For these reasons, we accept the “commerce in fact” interpretation, reading the Act’s language as insisting that the “transaction” in fact “involv[e]” interstate commerce, even if the parties did not contemplate an interstate commerce connection.

Allied-Bruce, 513 U.S. at 281, 115 S.Ct. 834. The Supreme Court remanded the case for further proceedings consistent with its opinion. Id.

¶ 13. In First Family Financial Services, Inc. v. Fairley, 173 F.Supp.2d 565 (S.D.Miss.2001), the district' court applied the FAA and enforced an arbitration agreement between a foreign lender and a borrower, who was a citizen of Mississippi and had entered into a loan contract with the lender in Mississippi.

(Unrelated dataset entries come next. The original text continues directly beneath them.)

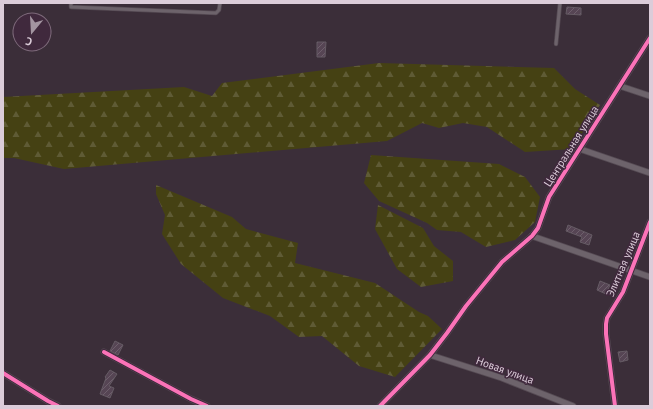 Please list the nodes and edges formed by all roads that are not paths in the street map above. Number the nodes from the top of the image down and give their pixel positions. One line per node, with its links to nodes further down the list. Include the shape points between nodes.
1 (71, 3): 2 (lane, via 71,7 216,13)
2 (220, 3)
3 (560, 3): 5 (lane)
4 (650, 38): 6 (street, Центральная улица)
5 (556, 44)
6 (620, 86): 7 (street); 8 (street, Центральная улица)
7 (650, 96)
8 (580, 149): 9 (street); 11 (street, Центральная улица, via 549,197 538,228)
9 (650, 173)
10 (650, 222): 12 (street, Элитная улица)
11 (532, 236): 12 (street); 15 (street, Центральная улица, via 502,262)
12 (630, 270): 13 (street); 22 (street, Элитная улица, via 623,292 606,324)
13 (650, 277)
14 (104, 352): 19 (street)
15 (430, 355): 17 (street, Новая улица, via 502,378); 20 (street, Центральная улица)
16 (3, 373): 18 (street)
17 (558, 404): 21 (street, Новая улица)
18 (58, 406)
19 (207, 406)
20 (380, 406)
21 (572, 406)
22 (615, 406)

The arbitration agreement signed by the parties is concomitant to the financing transaction entered into by First Family and the Defendant.... The financing transaction, itself, must comply with federal laws and regulations including the Truth-in-Lending Act (promulgated by Congress under its Commerce Clause powers). The Court therefore finds that a nexus exists between the arbitration agreement in this case and interstate commerce.

Id. at 573. Therefore, the district court granted the motion to compel arbitration. Id.

¶ 14. In Russell v. Performance Toyota, Inc., 826 So.2d 719, 722 (Miss.2002), this Court found that the FAA did apply to the arbitration agreement because “Performance Toyota is a Tennessee corporation *452with its principal place of business in Memphis, Tennessee, and Russell is an adult resident citizen of Lee County, Mississippi,” and therefore, the “matter ‘evidences a transaction in interstate commerce.’ ”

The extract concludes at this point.